Ella at Brightwell School

Ella worked at Brightwell cum Sotwell CofE Primary School. Here's what they said about her: "Ella has made a great contribution to our school - she has joined in with everything, experienced life as a TA and Teacher with every year group and has been enthusiastic. She has shown great initiative and has been a pleasure to work with!" - Mrs Lewis, Headteacher

Jo Chai, Store Manager of The Entertainer, Didcot, was pleased to have Dean joining the team. During some staff sickness, Dean stepped up to fill the gap as best he could!

"Dean was massive help to us and I don’t know what we would have done without him. He was polite and helpful to colleagues and customers alike, very proactive and able to take instruction and complete tasks quickly and efficiently. Dean was completing tasks that would normally be done by my more experienced team members to a very high standard. Dean should be very proud of himself and I even had some comments from another store manager and our area manager about how helpful he was."

Finn worked at Oxford University Press. They told us, "He has had a great week doing picture research, user testing, designing a cover, taking part in a marketing group 'huddle' among other things! He has been punctual and polite and taken on everything we have thrown at him with gusto."

Travis, working at SCM Construction, was, "Exceptionally polite and well mannered.  He was interested in the trade, particularly brickwork.  An advocate for his school!"

Maff Potts, Director of Camerados, was very pleased with Freya: "Freya learnt all about our social movement and its background in homelessness and social justice. 

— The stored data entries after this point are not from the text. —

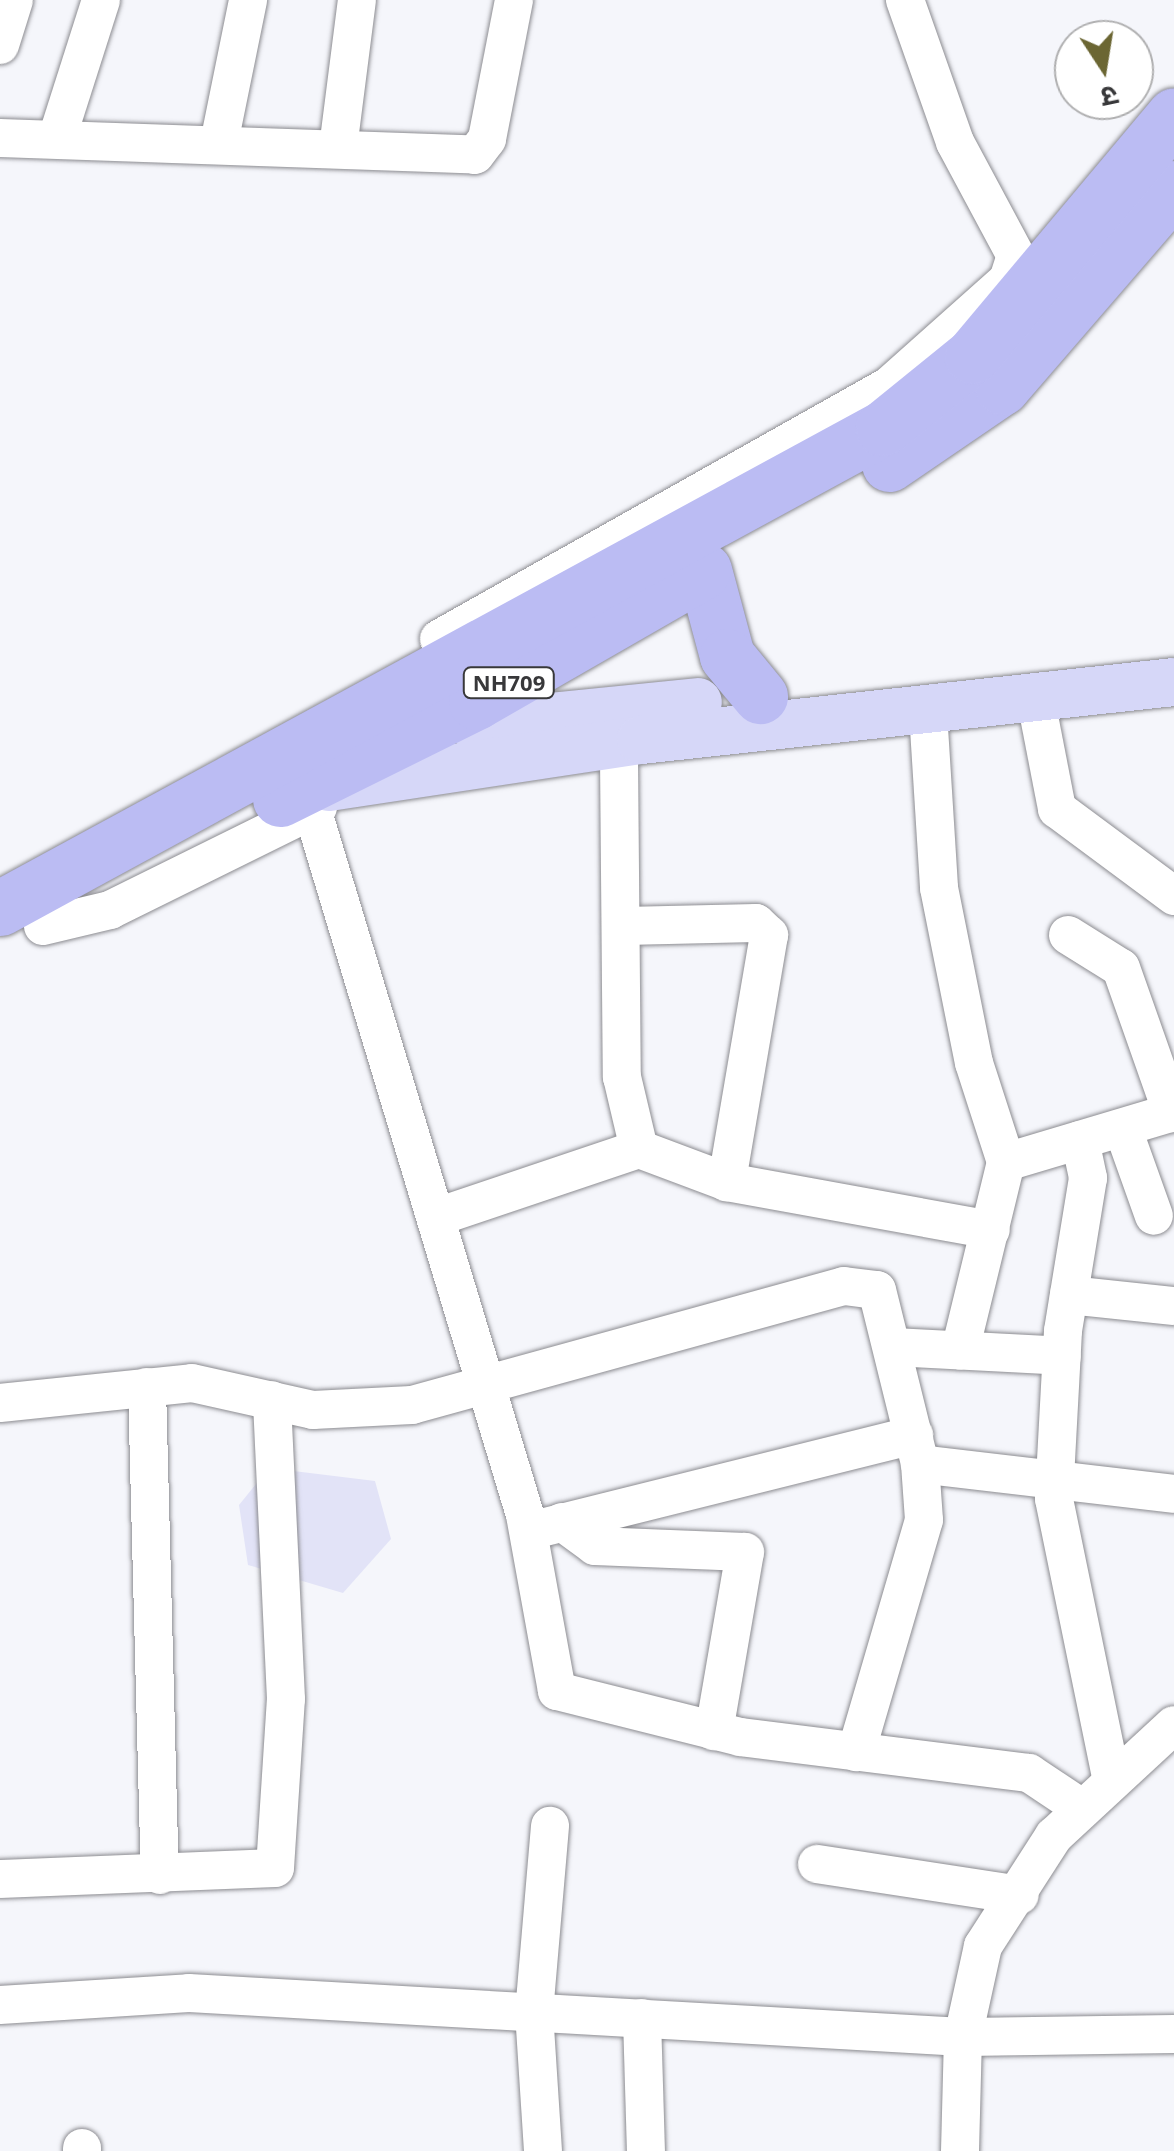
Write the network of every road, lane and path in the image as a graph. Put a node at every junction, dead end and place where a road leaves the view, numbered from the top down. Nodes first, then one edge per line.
1 (14, 0) edge
2 (101, 0) edge
3 (248, 0) edge
4 (356, 0) edge
5 (514, 0) edge
6 (905, 0) edge
7 (0, 44) edge
8 (1174, 115) edge
9 (0, 138) edge
10 (57, 138) junction
11 (218, 143) junction
12 (338, 148) junction
13 (1174, 188) edge
14 (987, 371) junction
15 (704, 570) junction
16 (1174, 649) edge
17 (1154, 684) edge
18 (760, 696) junction
19 (1038, 711) junction
20 (448, 715) junction
21 (928, 728) junction
22 (620, 757) junction
23 (298, 803) junction
24 (0, 882) edge
25 (1174, 896) edge
26 (624, 926) junction
27 (11, 929) edge
28 (1068, 935) dead end
29 (1173, 1112) edge
30 (1123, 1130) junction
31 (1080, 1140) junction
32 (639, 1150) junction
33 (1006, 1162) junction
34 (727, 1182) junction
35 (1154, 1216) dead end
36 (437, 1218) junction
37 (991, 1230) junction
38 (1069, 1295) junction
39 (1174, 1306) edge
40 (894, 1347) junction
41 (960, 1350) junction
42 (1062, 1356) junction
43 (147, 1386) junction
44 (487, 1389) junction
45 (272, 1400) junction
46 (0, 1403) edge
47 (917, 1449) junction
48 (1055, 1476) junction
49 (1174, 1494) edge
50 (545, 1526) junction
51 (1174, 1725) edge
52 (714, 1731) junction
53 (856, 1752) junction
54 (1112, 1781) junction
55 (1080, 1807) junction
56 (550, 1826) dead end
57 (817, 1864) dead end
58 (160, 1875) junction
59 (0, 1878) edge
60 (1020, 1895) junction
61 (0, 2005) edge
62 (534, 2013) junction
63 (642, 2018) junction
64 (1174, 2034) edge
65 (963, 2037) junction
66 (544, 2151) edge
67 (646, 2151) edge
68 (960, 2151) edge

1 - 7 street
2 - 10 street
3 - 11 street
4 - 12 street
5 - 12 street
6 - 24 street
8 - 14 highway, NH709
9 - 10 street
10 - 11 street
11 - 12 street
13 - 14 highway, NH709
14 - 15 highway, NH709
14 - 20 highway, NH709
15 - 18 highway
15 - 20 highway, NH709
16 - 18 main road
17 - 19 street
17 - 20 main road
18 - 20 main road
19 - 21 street
19 - 25 street
20 - 23 highway, NH709
20 - 23 main road
20 - 27 highway, NH709
20 - 27 main road
21 - 22 street
21 - 33 street
22 - 23 street
22 - 26 street
23 - 27 highway, NH709
23 - 36 street
26 - 32 street
26 - 34 street
28 - 29 street
29 - 30 street
30 - 31 street
30 - 35 street
31 - 33 street
31 - 38 street
32 - 34 street
32 - 36 street
33 - 37 street
34 - 37 street
36 - 44 street
37 - 41 street
38 - 39 street
38 - 42 street
40 - 41 street
40 - 44 street
40 - 47 street
41 - 42 street
42 - 48 street
43 - 45 street
43 - 46 street
43 - 58 street
44 - 45 street
44 - 50 street
45 - 58 street
47 - 48 street
47 - 50 street
47 - 53 street
48 - 49 street
48 - 54 street
50 - 52 street
50 - 52 street
51 - 54 street
52 - 53 street
53 - 55 street
54 - 55 street
55 - 60 street
56 - 62 street
57 - 60 street
58 - 59 street
60 - 65 street
61 - 62 street
62 - 63 street
62 - 66 street
63 - 65 street
63 - 67 street
64 - 65 street
65 - 68 street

"She visited a design studio and talked with designers and helped package and post out our “Public Living Room in a Box” to around the UK as well as to Australia and USA. Then she got really creative and came up with great new notices for our Public Living Room - very artistic. Her ideas for wording were better than mine and I founded this organisation! 

"We are LOVING working with her and would offer her an internship in a heartbeat."

 

Kirsty worked at Sacred Heart Primary School, Henley-on-Thames, where they had this to say about her: "Kirsty was an absolute delight.  She was punctual and showed great willingness to involve herself in order to get the most out of her work experience.  A great ambassador for Wallingford School."

Noah at SomeOne

Noah worked for design company SomeOne in London. He created a design for a church from a brief, and enjoyed working and learning how to use all their design programs.

 

Audrey was hard at work at Ariat, learning all about product development and the chain from factory to the customer; about website development; dealing with customer complaints; and organizing client data in line with the new Data Protection Act requirements. She sat in on a board room meeting and experienced her first conference call!

GTI Media Ltd (one of our top placements) has given us some really great feedback with all of our 5 students too. They all did exceptionally well. They were so impressed with Abigail’s standard of writing that one of the articles she wrote was published on their website (and uploaded to that web site by another of our students, Olivia!).

  

Harri visited a Norwegian family member last year, and became very interested in her work there. She asked if it would be possible to do her work experience in Norway – working at the Birkenes Town Council.

Prior to her work experience, Harri visited the Mayor of Wallingford, Mr Kidley, who kindly gave her a tour of the Town Hall and discussed the makeup of our town council and what Wallingford has to offer. Harri left with some literature that she could take to the town council in Norway, to discuss and compare the two towns with the Mayor of Birkenes.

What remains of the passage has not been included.